No confio en Lucian.

No confío en él ni en sus promesas.

—Lo sé —fue lo único que pude decir.

Luna, con lágrimas en los ojos, intentó sonreír.

—No importa la distancia.

Siempre serás mi hermana.

Pase lo que pase, nunca estarás sola.

Sus palabras se me clavaron en el pecho como cuchillas dulces, recordándome todo lo que estaba perdiendo en ese instante.

Un silencio pesado nos envolvió, hasta que un carraspeo interrumpió la escena.

Caleb se acercaba, erguido, con la puerta de un Beta que había heredado un título demasiado pronto.

Se inclinó con una reverencia respetuosa hacia Damian antes de mirarme a los ojos.

—El helicóptero está listo —anunció con solemnidad—.

El Alfa Lucian ordena desde inmediato.

Sentí un escalofrío recorrerme la espalda.

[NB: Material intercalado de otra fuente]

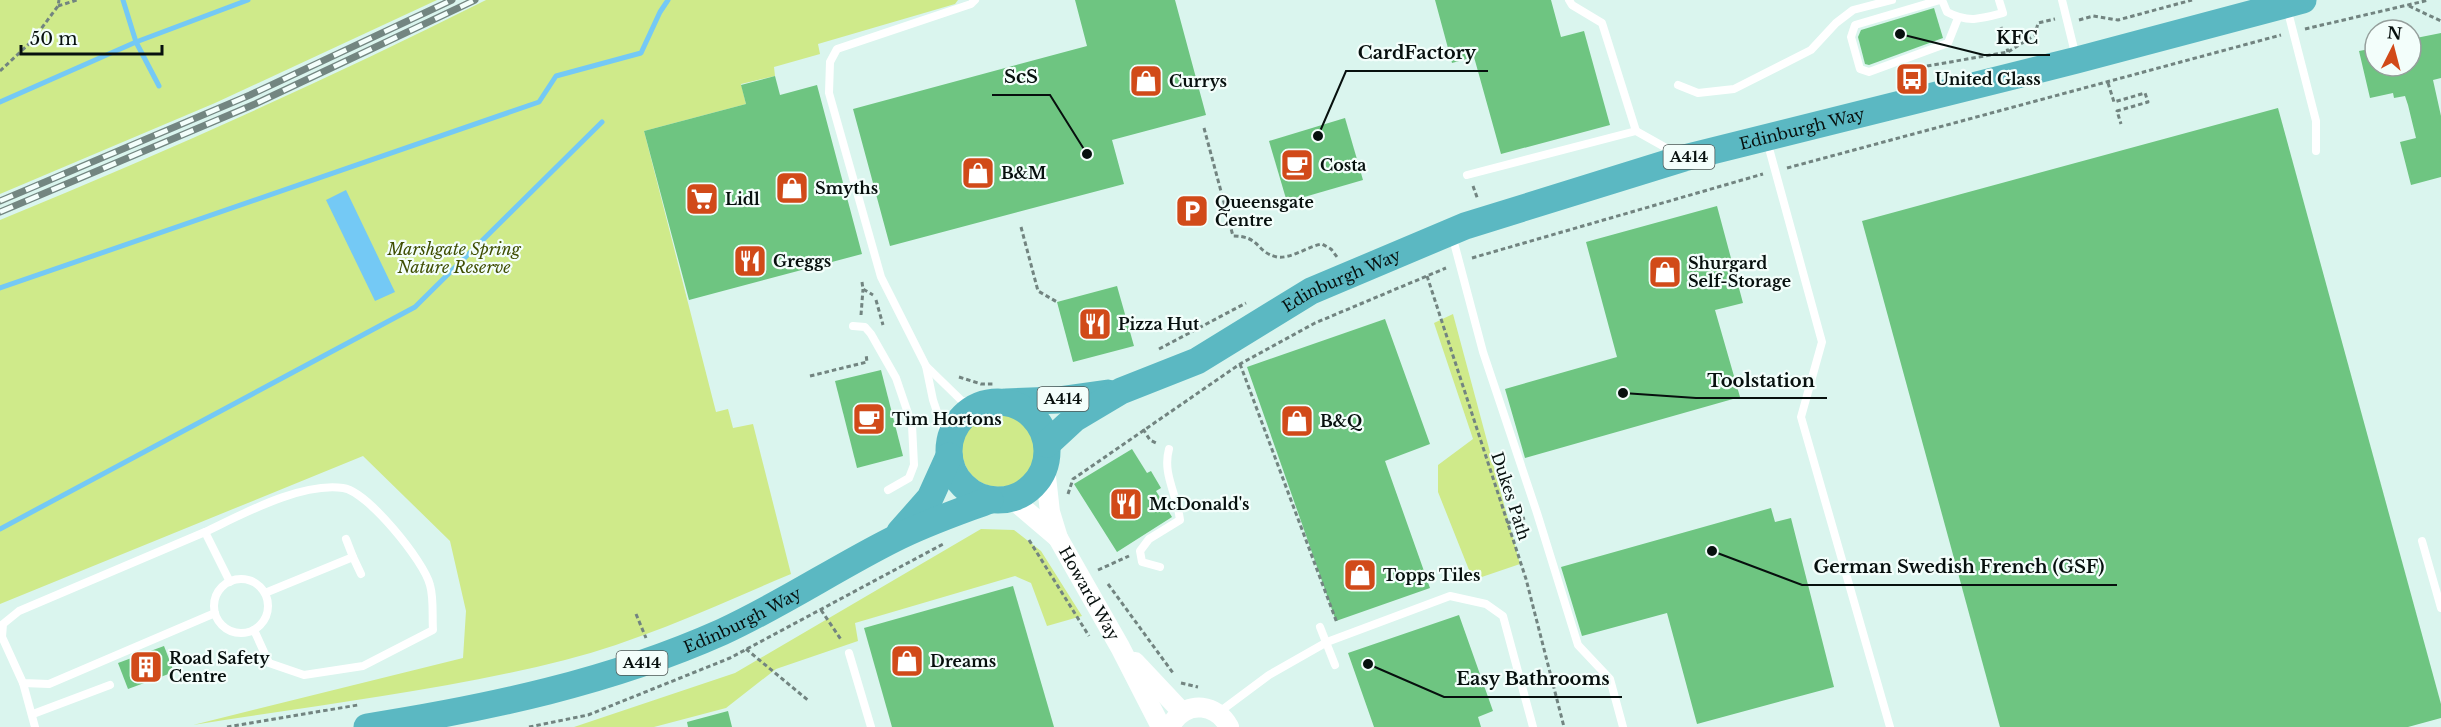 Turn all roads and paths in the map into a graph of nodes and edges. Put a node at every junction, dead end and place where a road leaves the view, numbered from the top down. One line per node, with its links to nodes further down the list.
1 (59, 0): 12 (path)
2 (77, 0): 12 (path)
3 (975, 0): 42 (lane)
4 (1569, 0): 24 (lane)
5 (1892, 0): 21 (lane)
6 (1941, 0): 14 (lane); 14 (lane)
7 (1999, 0): 13 (lane)
8 (2062, 0): 18 (lane)
9 (2429, 0): 11 (path)
10 (2295, 2): 16 (lane); 18 (highway, Edinburgh Way / A414)
11 (2407, 5): 15 (path); 16 (path)
12 (58, 6): 19 (path)
13 (1997, 15): 14 (lane); 17 (path)
14 (1958, 18)
15 (2441, 21)
16 (2293, 31): 20 (path); 26 (lane)
17 (2008, 52)
18 (2077, 60): 25 (highway, Edinburgh Way / A414)
19 (0, 71)
20 (2108, 83): 22 (path); 28 (path)
21 (1678, 85)
22 (2121, 124)
23 (1204, 128): 33 (path)
24 (1636, 131): 27 (lane); 29 (lane)
25 (1766, 138): 27 (highway, Edinburgh Way / A414); 28 (lane)
26 (2316, 151)
27 (1684, 158): 31 (highway, Edinburgh Way / A414)
28 (1774, 171): 32 (path); 101 (lane)
29 (1467, 175)
30 (1021, 227): 39 (path)
31 (1451, 232): 44 (highway, Edinburgh Way / A414); 53 (lane)
32 (1483, 255)
33 (1338, 258)
34 (1431, 273): 35 (path)
35 (1426, 276): 41 (path); 54 (path, Dukes Path)
36 (862, 282): 37 (path)
37 (863, 290): 38 (path); 40 (path)
38 (874, 296)
39 (1057, 302)
40 (857, 326): 43 (path); 50 (lane)
41 (1240, 364): 46 (path); 79 (path)
42 (926, 366): 45 (lane); 48 (lane)
43 (810, 376)
44 (1121, 391): 45 (highway, Edinburgh Way / A414); 49 (highway, Edinburgh Way / A414)
45 (992, 404): 48 (highway); 49 (highway)
46 (1143, 429): 47 (path); 51 (path)
47 (1169, 449): 62 (lane)
48 (949, 452): 52 (highway); 58 (highway, Edinburgh Way / A414)
49 (1046, 456): 52 (highway); 59 (street)
50 (888, 490)
51 (1069, 490)
52 (995, 500): 58 (highway, Edinburgh Way / A414); 59 (street)
53 (1537, 513): 54 (path); 100 (lane)
54 (1507, 524): 99 (path, Dukes Path)
55 (205, 532): 70 (lane); 77 (lane); 87 (lane)
56 (954, 537): 63 (path)
57 (1028, 537): 64 (path)
58 (895, 538): 91 (highway, Edinburgh Way / A414)
59 (1058, 538): 83 (street, Howard Way)
60 (346, 539): 65 (lane)
61 (2422, 541): 72 (lane)
62 (1140, 550): 67 (lane); 68 (path)
63 (930, 552)
64 (1039, 554)
65 (353, 557): 69 (lane); 71 (lane)
66 (1093, 562): 68 (path)
67 (1160, 567)
68 (1098, 570): 92 (path)
69 (361, 574)
70 (230, 582): 71 (lane); 74 (lane)
71 (265, 593): 77 (lane)
72 (2441, 608)
73 (821, 610): 85 (path)
74 (215, 613): 77 (lane); 87 (lane)
75 (636, 614): 80 (path)
76 (1320, 627): 82 (lane)
77 (254, 630)
78 (656, 634): 80 (path)
79 (1342, 636): 82 (lane); 98 (lane)
80 (646, 638): 81 (path)
81 (636, 642)
82 (1327, 642): 86 (lane); 92 (lane)
83 (1120, 647): 93 (street, Howard Way); 97 (street, Howard Way)
84 (746, 649): 89 (path)
85 (849, 653): 96 (lane)
86 (1335, 665)
87 (23, 683): 90 (lane)
88 (110, 685): 90 (lane)
89 (809, 701)
90 (33, 714): 94 (lane)
91 (367, 715): 95 (path)
92 (1224, 716): 93 (street)
93 (1176, 720)
94 (35, 727)
95 (227, 727)
96 (871, 727)
97 (1161, 727)
98 (1533, 727)
99 (1564, 727)
100 (1623, 727)
101 (1890, 727)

—No… aún no —murmuré, queriendo robar unos segundos más, pero la sombra imponente de Lucian se deslizó detrás de Caleb, su voz grave resonando con una autoridad que no admitía réplica.

—Ya es hora, Eliza.

Me giraré lentamente.

Sus ojos eran un abismo en el que podía perderme o destruirme.

Y su presencia, tan firme, tan inquebrantable, me recordó que, aunque odiaba la idea, mi destino estaba unido al suyo.

Lucian extendió una mano hacia mí, sin prisa, con la seguridad de quien sabía que yo terminaría tomándola.

Y lo hice.

Aunque cada paso lejos de Damian y Luna me desgarraba, aunque las cenizas de mi padre aún ardían detrás de mí, aunque el rugido de las hélices ya hacía temblar el suelo bajo mis pies.

Lo tomé.

Tenia miedo de volver a la manada de Lucian, tenia miedo de dejar a mi hermano ya Luna.

Pero tenia mas miedo del mundo ahora que sabia que mi padre no podría protegerme y ahora que Damian se iría, tampoco el lo haría.